**TASK INSTRUCTIONS:**
Repeat the stretch of entries below from the line with "index mcp: (1511, 961)" through the line with "ring tip: (1315, 1022)". Include both ends and add nothing.

**AVAILABLE DATA:**
>>>>>

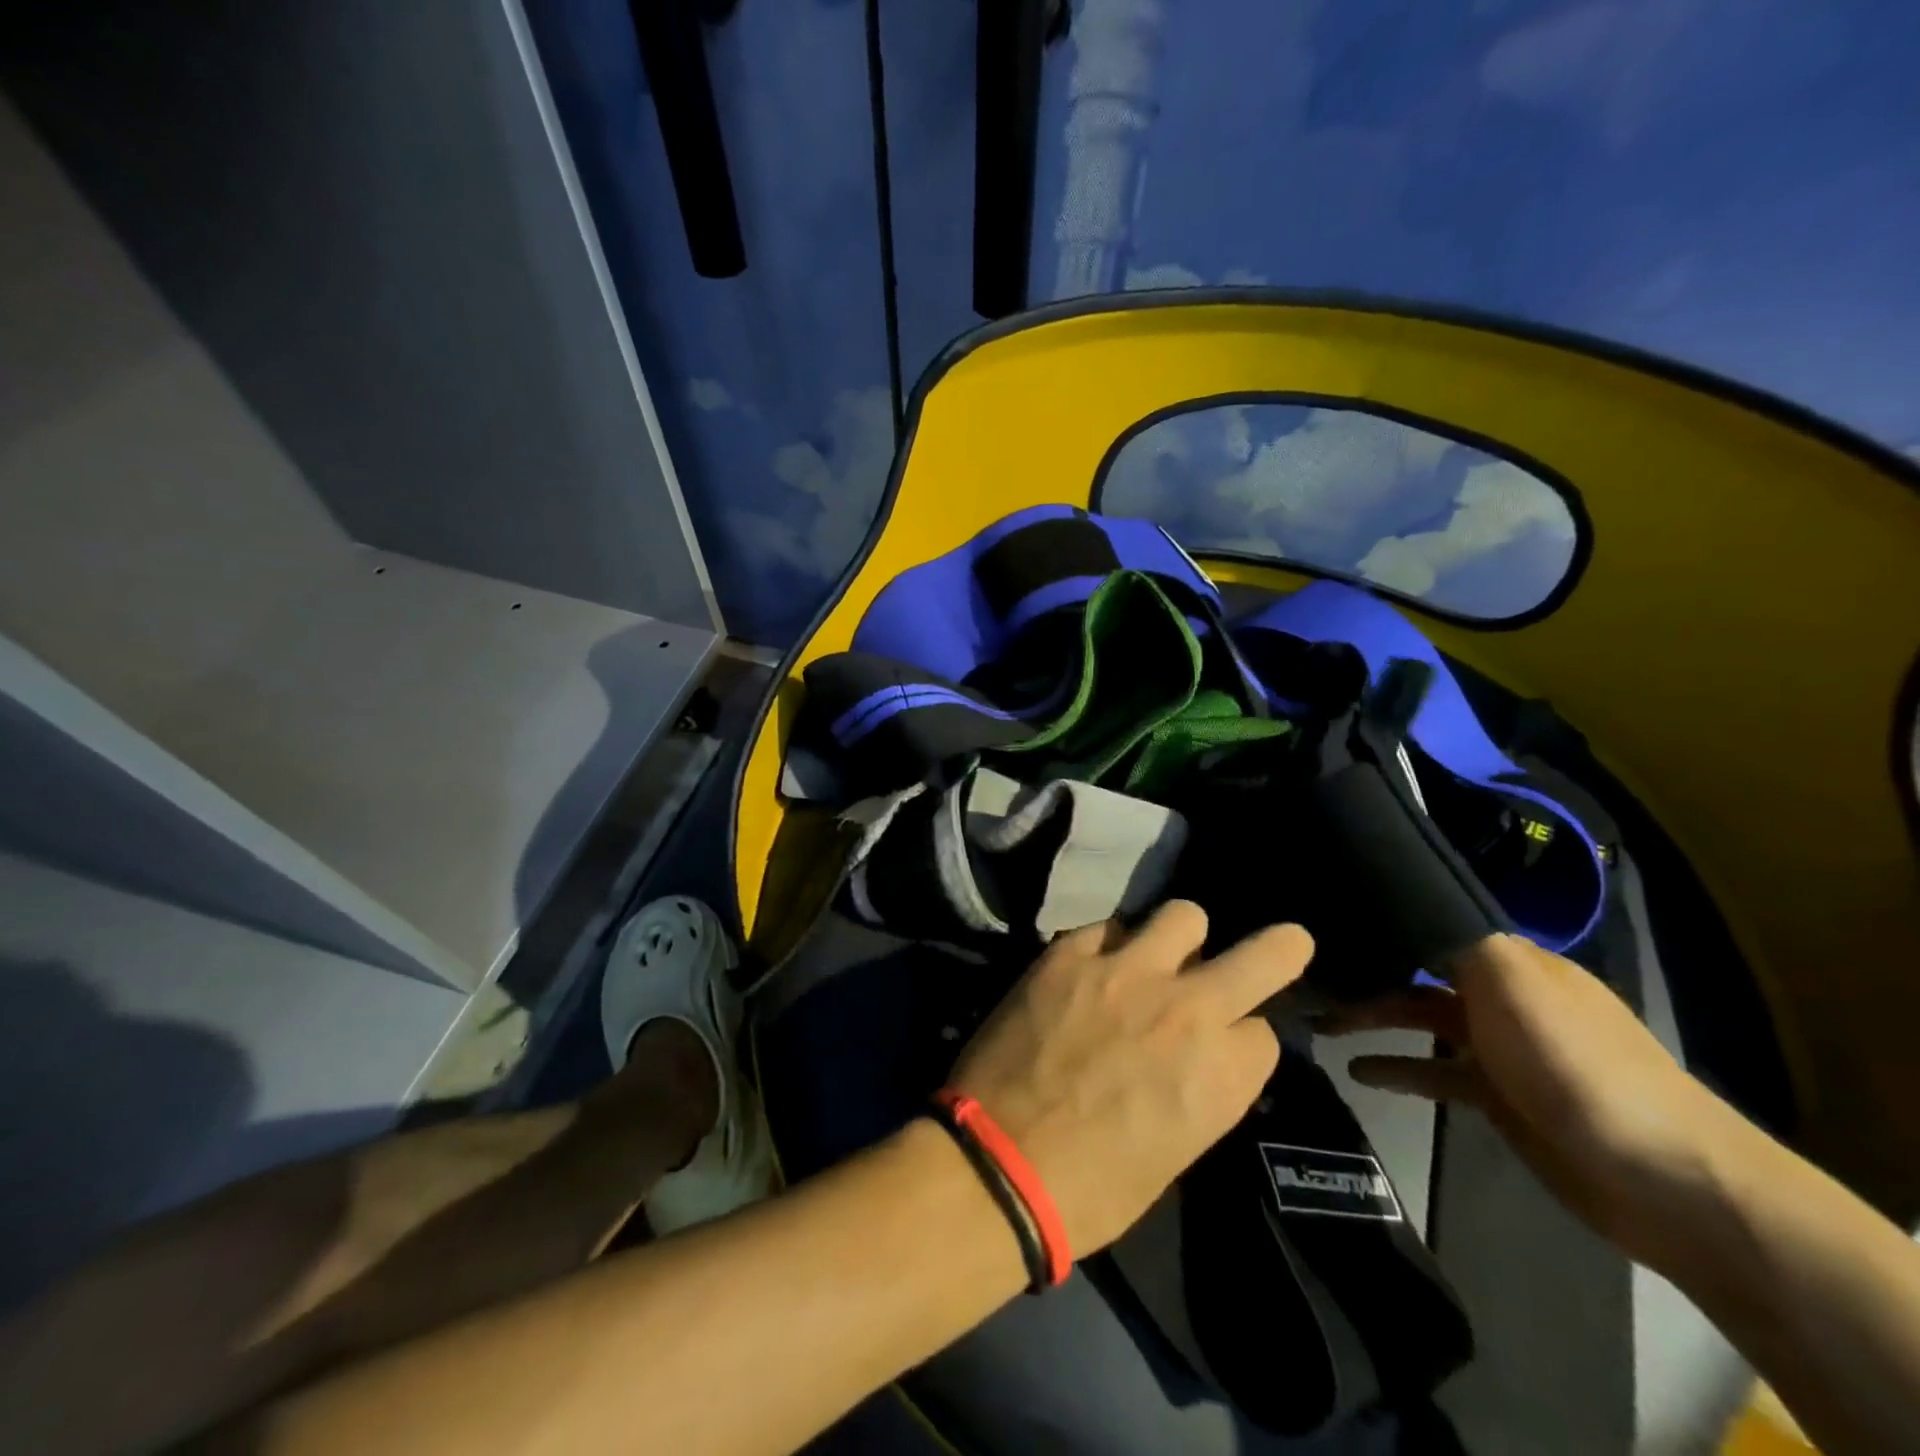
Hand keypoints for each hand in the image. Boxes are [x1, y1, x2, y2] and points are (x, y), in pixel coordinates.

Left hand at [948, 902, 1312, 1257]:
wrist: (998, 1163)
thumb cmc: (1093, 1188)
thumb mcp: (1175, 1152)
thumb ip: (1201, 1090)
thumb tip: (1199, 1056)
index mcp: (1222, 1073)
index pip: (1263, 1031)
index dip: (1243, 1039)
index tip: (1225, 1045)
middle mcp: (1187, 1009)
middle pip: (1263, 954)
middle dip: (1279, 948)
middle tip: (1282, 942)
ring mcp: (1126, 970)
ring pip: (1183, 916)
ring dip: (1180, 937)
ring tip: (1158, 954)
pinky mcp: (1070, 953)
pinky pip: (1107, 927)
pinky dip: (1110, 946)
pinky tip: (1093, 967)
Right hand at [1324, 933, 1738, 1265]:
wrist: (1662, 1178)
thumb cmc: (1576, 1062)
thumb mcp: (1511, 980)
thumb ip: (1453, 938)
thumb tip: (1396, 899)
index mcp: (1511, 961)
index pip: (1433, 925)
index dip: (1381, 921)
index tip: (1324, 919)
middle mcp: (1502, 996)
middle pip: (1417, 973)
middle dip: (1364, 973)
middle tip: (1303, 977)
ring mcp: (1500, 1049)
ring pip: (1418, 1021)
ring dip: (1370, 1018)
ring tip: (1315, 1022)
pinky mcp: (1497, 1098)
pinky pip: (1433, 1073)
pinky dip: (1396, 1068)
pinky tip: (1356, 1071)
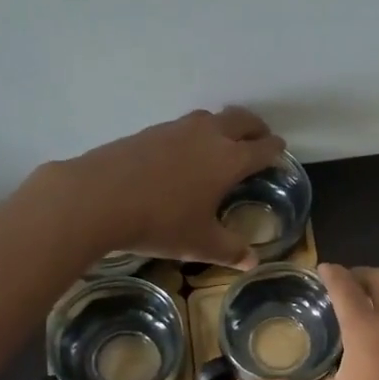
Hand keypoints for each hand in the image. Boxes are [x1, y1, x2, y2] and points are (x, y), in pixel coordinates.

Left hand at [47, 107, 286, 266]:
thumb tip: (252, 262)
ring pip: (210, 117)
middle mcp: (208, 136)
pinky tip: (182, 155)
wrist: (98, 198)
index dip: (275, 150)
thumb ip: (230, 250)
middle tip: (259, 139)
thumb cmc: (160, 222)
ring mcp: (176, 130)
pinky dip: (193, 134)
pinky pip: (182, 127)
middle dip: (255, 128)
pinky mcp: (149, 131)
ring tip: (222, 143)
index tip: (280, 151)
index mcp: (229, 160)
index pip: (262, 148)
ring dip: (223, 126)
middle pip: (241, 120)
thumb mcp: (200, 244)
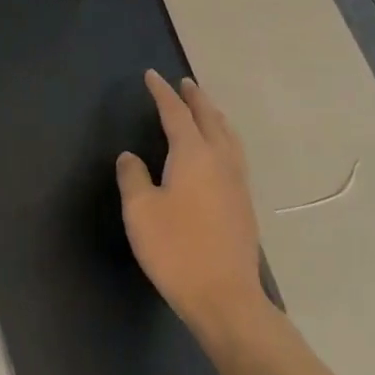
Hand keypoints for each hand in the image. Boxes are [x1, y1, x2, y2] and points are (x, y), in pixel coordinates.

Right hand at [117, 71, 267, 338]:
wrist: (225, 297)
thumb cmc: (176, 249)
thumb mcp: (140, 211)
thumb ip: (133, 177)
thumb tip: (130, 156)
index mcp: (194, 155)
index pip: (176, 113)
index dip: (162, 93)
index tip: (151, 76)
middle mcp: (220, 160)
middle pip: (209, 118)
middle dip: (195, 98)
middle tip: (184, 83)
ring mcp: (237, 183)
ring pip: (228, 136)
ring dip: (214, 116)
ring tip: (204, 109)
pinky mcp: (244, 204)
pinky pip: (234, 154)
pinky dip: (223, 138)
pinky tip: (218, 151)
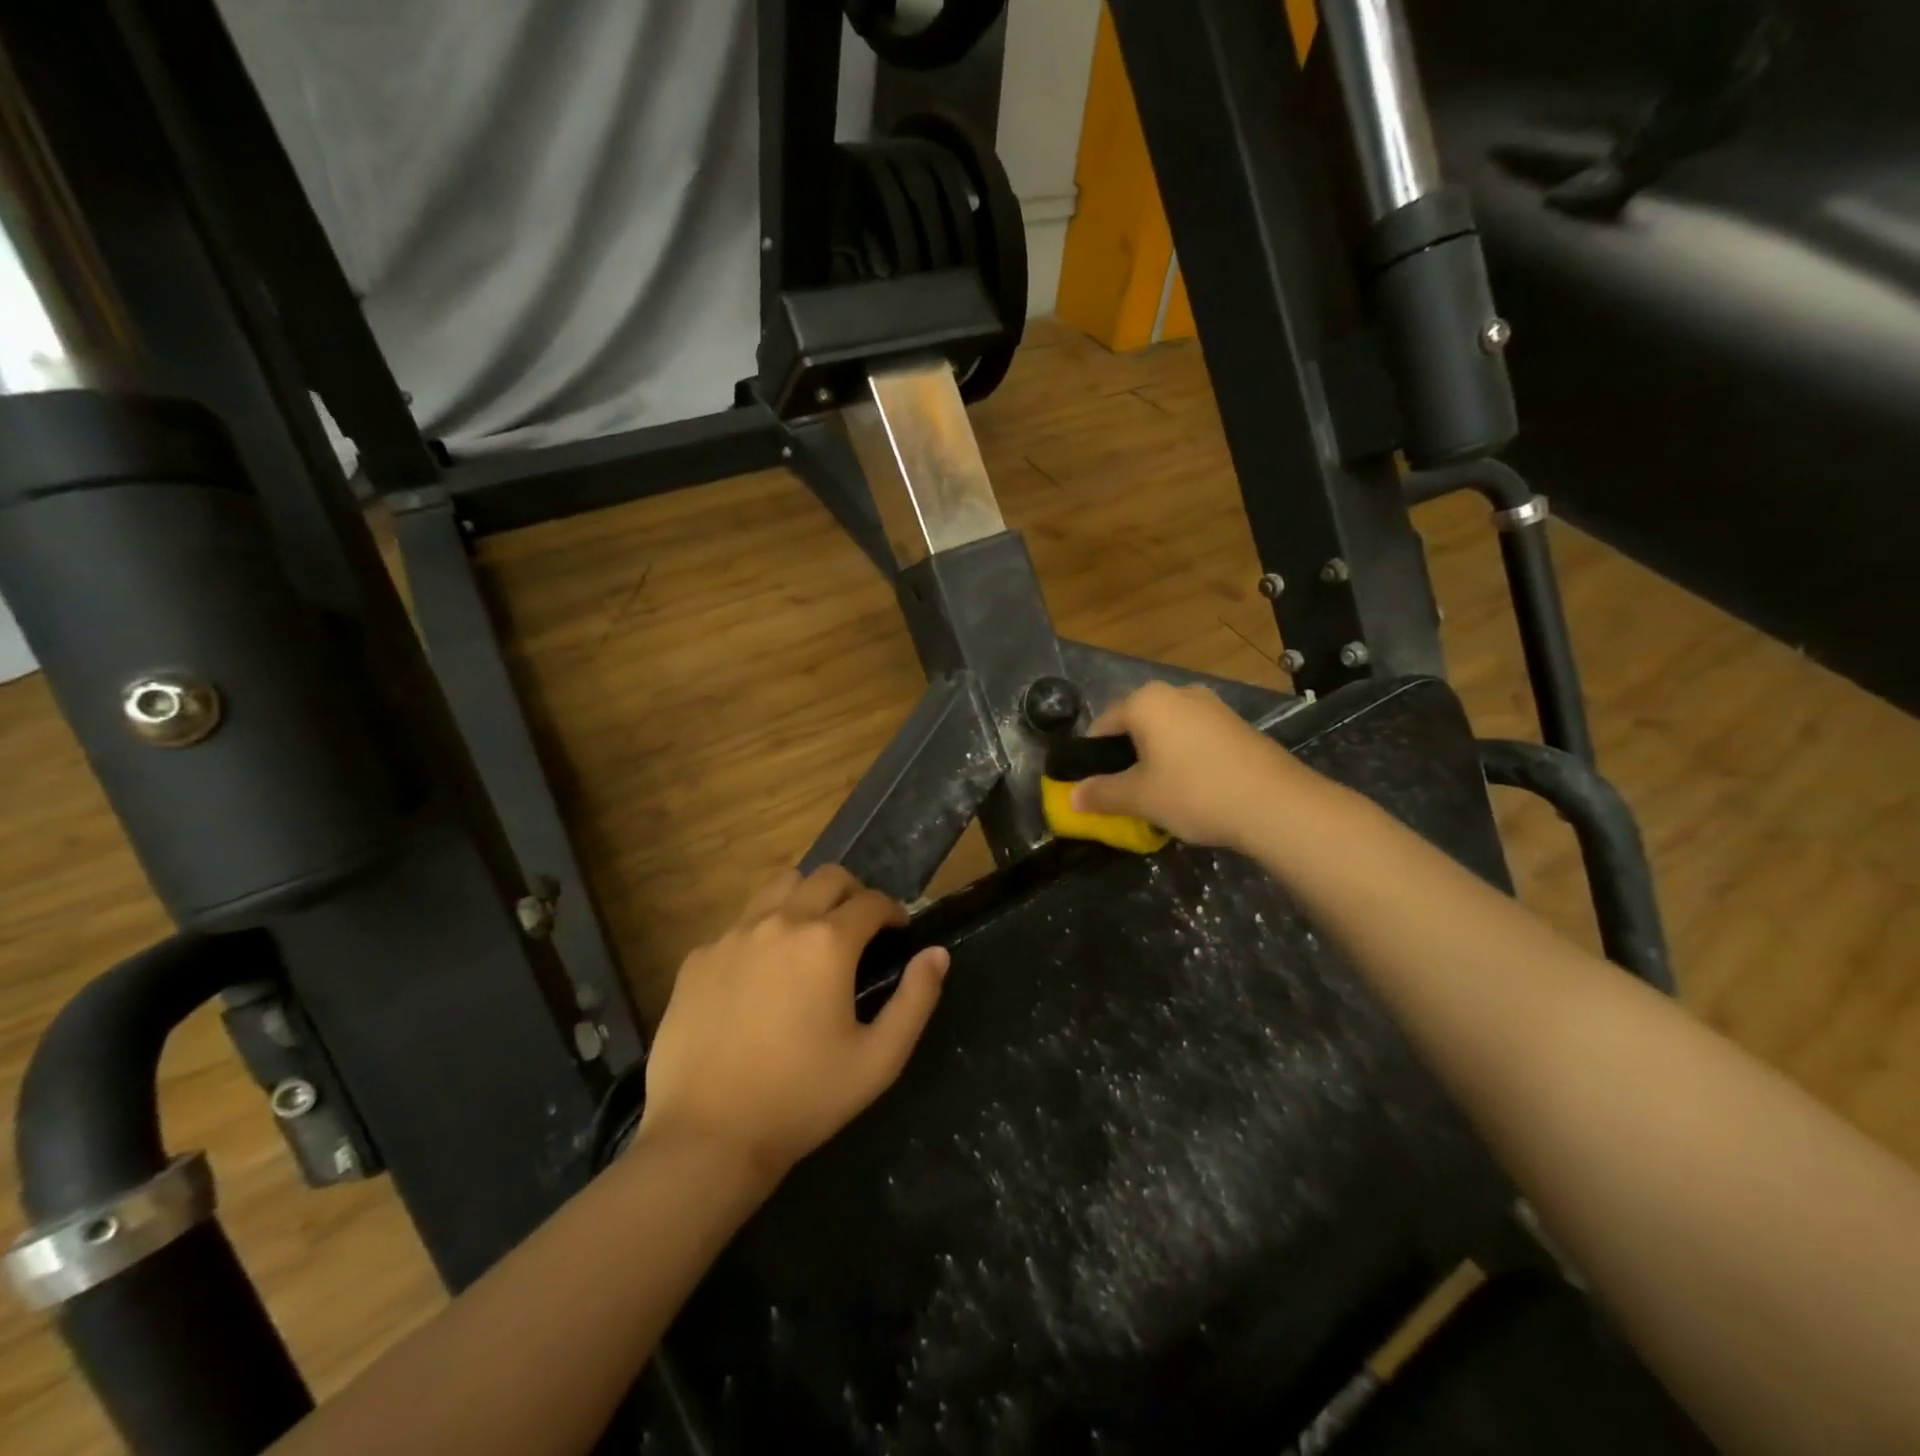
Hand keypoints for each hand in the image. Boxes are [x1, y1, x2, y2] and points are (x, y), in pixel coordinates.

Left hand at [636, 866, 948, 1185]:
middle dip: (853, 894)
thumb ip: (916, 999)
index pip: (872, 901)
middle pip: (827, 877)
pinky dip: (762, 932)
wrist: (707, 1137)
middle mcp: (780, 922)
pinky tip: (760, 977)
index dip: (893, 912)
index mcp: (827, 943)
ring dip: (805, 899)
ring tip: (809, 939)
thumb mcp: (879, 1060)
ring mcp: (733, 936)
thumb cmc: (803, 1099)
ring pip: (779, 887)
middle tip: (858, 931)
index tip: (897, 933)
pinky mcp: (698, 957)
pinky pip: (739, 924)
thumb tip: (936, 953)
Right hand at [1071, 682, 1299, 849]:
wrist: (1276, 803)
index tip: (1093, 786)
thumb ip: (1102, 794)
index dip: (1092, 756)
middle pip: (1137, 725)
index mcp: (1147, 701)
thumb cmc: (1194, 792)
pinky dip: (1185, 759)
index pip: (1103, 724)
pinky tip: (1194, 789)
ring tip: (1160, 794)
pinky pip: (1195, 738)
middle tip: (1126, 792)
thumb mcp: (1140, 798)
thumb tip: (1072, 797)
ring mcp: (1212, 706)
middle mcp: (1178, 693)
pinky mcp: (1237, 725)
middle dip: (1126, 756)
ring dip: (1157, 758)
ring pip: (1168, 731)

<<<<<

**TASK RESULT:**
index mcp: (1511, 961)
index pip: (1433, 925)
index dip: (1381, 921)
index tip: (1324, 919)
middle mcp: (1502, 996)
middle pip: (1417, 973)
middle dip: (1364, 973)
middle tip: (1303, 977)
ring mcp: (1500, 1049)
ring pip: (1418, 1021)
ring dip: (1370, 1018)
ring tip: (1315, 1022)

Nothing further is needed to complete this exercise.